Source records
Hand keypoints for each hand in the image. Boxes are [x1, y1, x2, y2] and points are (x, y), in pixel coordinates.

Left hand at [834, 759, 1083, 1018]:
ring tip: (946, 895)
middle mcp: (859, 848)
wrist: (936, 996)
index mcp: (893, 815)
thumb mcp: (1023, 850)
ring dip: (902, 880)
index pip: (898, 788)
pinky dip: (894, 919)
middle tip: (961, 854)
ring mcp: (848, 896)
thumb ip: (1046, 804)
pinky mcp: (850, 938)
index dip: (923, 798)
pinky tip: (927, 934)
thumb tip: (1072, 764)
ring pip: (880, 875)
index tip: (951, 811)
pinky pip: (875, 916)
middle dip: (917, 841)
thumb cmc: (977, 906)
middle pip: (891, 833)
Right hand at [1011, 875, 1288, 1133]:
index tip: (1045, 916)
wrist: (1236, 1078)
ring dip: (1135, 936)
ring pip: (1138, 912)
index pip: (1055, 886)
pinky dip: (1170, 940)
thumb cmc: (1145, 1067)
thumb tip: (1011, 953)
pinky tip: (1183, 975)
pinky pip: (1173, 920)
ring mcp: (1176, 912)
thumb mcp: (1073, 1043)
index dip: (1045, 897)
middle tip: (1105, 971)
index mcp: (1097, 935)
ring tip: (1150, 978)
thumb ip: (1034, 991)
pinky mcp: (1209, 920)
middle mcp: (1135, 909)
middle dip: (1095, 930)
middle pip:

What you should do → Print out the records exactly as they were entered.

Completed exercise →
Hand keypoints for each hand in the image. Boxes are [x1, y1, x2, y2] and points are (x, y), in pixel coordinates.

Left hand at [834, 759, 1083, 1018]:
ring tip: (946, 895)
middle mcp: (859, 848)
wrist: (936, 996)
index mcp: (893, 815)
thumb mcp: (1023, 850)
ring dip: (902, 880)
index pip: (898, 788)
pinky dip: (894, 919)
middle tip: (961, 854)
ring mcp: (848, 896)
thumb ip: (1046, 804)
pinky mcp: (850, 938)
index dip: (923, 798)
pinky tip: (927, 934)
thumb tip: (1072, 764)
ring pip: (880, 875)
index tip: (951, 811)
pinky pip: (875, 916)
middle dip: (917, 841)
thumb cmc: (977, 906)
middle pip: (891, 833)
Right hand at [1011, 875, 1288, 1133]:
index tip: (1045, 916)
wrist: (1236, 1078)
ring dip: (1135, 936)
ring pip: (1138, 912)
index pip: (1055, 886)
pinky dip: (1170, 940)
thumb cmc: (1145, 1067)
thumb tip: (1011, 953)
pinky tip: (1183, 975)
pinky pip: (1173, 920)
ring mcp: (1176, 912)
thumb mcp: (1073, 1043)
index dip: (1045, 897)
middle tip: (1105, 971)
index mcp: (1097, 935)
ring tip: (1150, 978)
thumb ip: (1034, 991)
pinky mcp: (1209, 920)
middle mcp: (1135, 909)
middle dip: (1095, 930)
middle pip:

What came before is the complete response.